El horario de invierno está marcado por una especie de competición contra la luz. Por la mañana, sobre las 8, la montaña tapa todavía el sol. Te levantas y todo está mojado, empapado. Hace un frío gélido y caminas por una sombra líquida, hasta tal punto de que tienes que poner el limpiaparabrisas del coche hasta que no llegas a la parte soleada.
Desayuno en un rincón único, que ahora quieren destrozar para montar un complejo monstruoso. Es el síndrome de Mallorca. No saber valorar el tesoro que se tiene. Vender tu privilegio por un hipotético plato de lentejas. Qué triste. Pero mientras exista ese rincón, le seré fiel. Porque me alimenta espiritualmente.
Después comienzo un paseo. La tarde es tan corta que no da tiempo, de manera que en esta temporada lo has de trasladar a primera hora. Es curioso porque empiezas a caminar por la playa desierta bien abrigado. El mar incluso humea, porque se evapora a causa de la diferencia de temperatura.
Sin embargo, a medida que caminas el día se levanta. Y cuando emprendes la ruta de vuelta, tienes que quitarte el gorro y el abrigo porque empieza a hacer calor. La mañana lumínicamente hablando empieza aquí pasadas las 10’30. Es la hora de trabajar mirando cómo las nieblas del horizonte se van evaporando.
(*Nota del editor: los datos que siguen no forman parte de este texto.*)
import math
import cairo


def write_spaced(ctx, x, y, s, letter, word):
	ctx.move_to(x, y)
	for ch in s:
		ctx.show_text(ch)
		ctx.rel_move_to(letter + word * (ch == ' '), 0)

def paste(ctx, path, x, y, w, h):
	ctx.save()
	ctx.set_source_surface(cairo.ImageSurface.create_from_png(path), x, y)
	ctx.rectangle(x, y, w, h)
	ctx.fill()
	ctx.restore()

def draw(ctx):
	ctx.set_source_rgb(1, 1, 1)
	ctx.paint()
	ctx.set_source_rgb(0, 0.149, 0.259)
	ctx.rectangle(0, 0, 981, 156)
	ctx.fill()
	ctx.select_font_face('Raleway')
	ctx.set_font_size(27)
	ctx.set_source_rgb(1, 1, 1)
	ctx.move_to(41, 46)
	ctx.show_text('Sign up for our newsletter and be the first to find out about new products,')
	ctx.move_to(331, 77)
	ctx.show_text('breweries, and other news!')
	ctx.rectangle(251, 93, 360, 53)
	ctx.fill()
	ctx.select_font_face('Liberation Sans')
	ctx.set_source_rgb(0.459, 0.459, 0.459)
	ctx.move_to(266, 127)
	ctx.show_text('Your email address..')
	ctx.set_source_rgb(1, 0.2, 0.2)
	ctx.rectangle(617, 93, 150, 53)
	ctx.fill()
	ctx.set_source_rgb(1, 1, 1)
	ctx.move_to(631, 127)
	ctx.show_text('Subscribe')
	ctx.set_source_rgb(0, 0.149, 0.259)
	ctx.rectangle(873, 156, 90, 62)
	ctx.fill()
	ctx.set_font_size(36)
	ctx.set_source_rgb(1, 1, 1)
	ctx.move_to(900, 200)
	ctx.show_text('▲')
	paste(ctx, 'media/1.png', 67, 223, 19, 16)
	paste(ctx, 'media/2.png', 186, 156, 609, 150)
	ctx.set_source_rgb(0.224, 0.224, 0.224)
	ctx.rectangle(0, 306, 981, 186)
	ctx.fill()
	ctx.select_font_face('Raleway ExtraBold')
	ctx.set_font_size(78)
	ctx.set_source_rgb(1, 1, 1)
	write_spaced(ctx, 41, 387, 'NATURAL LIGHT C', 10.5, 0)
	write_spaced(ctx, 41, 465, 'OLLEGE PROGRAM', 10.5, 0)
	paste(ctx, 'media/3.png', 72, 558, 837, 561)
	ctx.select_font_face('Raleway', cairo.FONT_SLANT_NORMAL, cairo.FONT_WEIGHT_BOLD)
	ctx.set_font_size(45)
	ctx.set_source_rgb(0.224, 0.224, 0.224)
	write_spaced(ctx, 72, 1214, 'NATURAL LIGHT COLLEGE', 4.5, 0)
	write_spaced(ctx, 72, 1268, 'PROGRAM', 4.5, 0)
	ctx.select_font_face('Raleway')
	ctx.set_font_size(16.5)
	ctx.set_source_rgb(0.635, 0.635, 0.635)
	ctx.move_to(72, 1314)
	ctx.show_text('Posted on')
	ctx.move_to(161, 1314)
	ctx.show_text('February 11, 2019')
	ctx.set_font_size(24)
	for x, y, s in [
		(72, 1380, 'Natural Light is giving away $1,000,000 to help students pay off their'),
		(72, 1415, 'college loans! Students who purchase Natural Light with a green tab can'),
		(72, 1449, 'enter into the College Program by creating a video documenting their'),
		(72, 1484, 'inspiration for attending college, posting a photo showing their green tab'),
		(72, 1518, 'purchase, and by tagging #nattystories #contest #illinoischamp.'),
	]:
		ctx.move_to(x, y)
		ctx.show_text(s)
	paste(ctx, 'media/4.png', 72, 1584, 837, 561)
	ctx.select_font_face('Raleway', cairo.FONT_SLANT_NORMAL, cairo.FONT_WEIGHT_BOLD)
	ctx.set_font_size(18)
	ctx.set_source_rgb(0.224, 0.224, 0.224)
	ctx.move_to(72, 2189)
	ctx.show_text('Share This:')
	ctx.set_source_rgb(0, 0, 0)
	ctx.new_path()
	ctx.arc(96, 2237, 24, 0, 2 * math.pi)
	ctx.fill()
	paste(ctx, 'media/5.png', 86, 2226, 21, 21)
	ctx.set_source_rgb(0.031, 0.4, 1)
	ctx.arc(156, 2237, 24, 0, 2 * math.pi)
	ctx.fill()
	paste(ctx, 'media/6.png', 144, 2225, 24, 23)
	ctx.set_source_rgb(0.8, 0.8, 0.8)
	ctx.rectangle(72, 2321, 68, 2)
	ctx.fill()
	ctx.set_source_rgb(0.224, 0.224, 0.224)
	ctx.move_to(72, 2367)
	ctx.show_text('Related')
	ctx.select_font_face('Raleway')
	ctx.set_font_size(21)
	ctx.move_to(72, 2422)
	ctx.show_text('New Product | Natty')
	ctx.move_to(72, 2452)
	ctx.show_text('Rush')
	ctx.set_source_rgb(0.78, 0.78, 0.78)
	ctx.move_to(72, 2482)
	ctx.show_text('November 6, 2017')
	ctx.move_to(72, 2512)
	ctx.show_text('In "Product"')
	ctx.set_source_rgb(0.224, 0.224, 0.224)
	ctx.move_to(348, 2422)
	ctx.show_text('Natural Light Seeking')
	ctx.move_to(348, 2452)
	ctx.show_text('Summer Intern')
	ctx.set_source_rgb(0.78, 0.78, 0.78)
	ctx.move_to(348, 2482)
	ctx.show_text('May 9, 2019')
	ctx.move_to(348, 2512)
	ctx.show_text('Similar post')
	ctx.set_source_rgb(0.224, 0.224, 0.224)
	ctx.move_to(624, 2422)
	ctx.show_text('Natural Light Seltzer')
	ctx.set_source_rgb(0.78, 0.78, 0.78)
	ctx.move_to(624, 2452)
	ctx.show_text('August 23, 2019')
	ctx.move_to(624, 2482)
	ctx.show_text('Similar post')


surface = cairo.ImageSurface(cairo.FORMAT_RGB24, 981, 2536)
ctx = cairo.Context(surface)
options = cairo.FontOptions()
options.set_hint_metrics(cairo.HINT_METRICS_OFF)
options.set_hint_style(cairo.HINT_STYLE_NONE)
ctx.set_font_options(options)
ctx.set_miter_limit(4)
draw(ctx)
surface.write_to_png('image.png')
Los días de calmas son muy agradables. Me siento al sol y entorno los ojos como hace la gata. Inmóvil, disfrutando de esa caricia intangible.
Por la tarde, casi nunca llego a tiempo para ganar a la luz. Después de hacer los recados, enviar los mensajes, acabar los trabajos, el día ya declina. A veces, como hoy, con unos tonos malvas que me recuerdan a los del puerto de Maó. Fosforecentes, pictóricos, contagiosos. Te causan una extraña euforia cuando los ves colorear las montañas como si fuesen una acuarela de la Hermandad Pictórica Aragonesa. Del granate al violeta, al índigo, al gris apagado.
Entra la noche y baja mucho la temperatura. A media tarde hay que encender la chimenea, que a veces funciona a la primera y otras se hace mucho de rogar. Pero cuando se combustiona tiene algo mágico, que te hace compañía. Más o menos por esa hora entra la gata, se sube al sofá y ronronea estrepitosamente mientras abre y cierra las garras con placer.
Las noches calmas ves las barcas haciendo el calamar. Y muchas estrellas tachoneando el negro del cielo. La noche es profunda y silenciosa. Sueñas con una extraña precisión. Te preguntas a veces si esos sueños de inverno no son más reales que muchas de tus jornadas diurnas.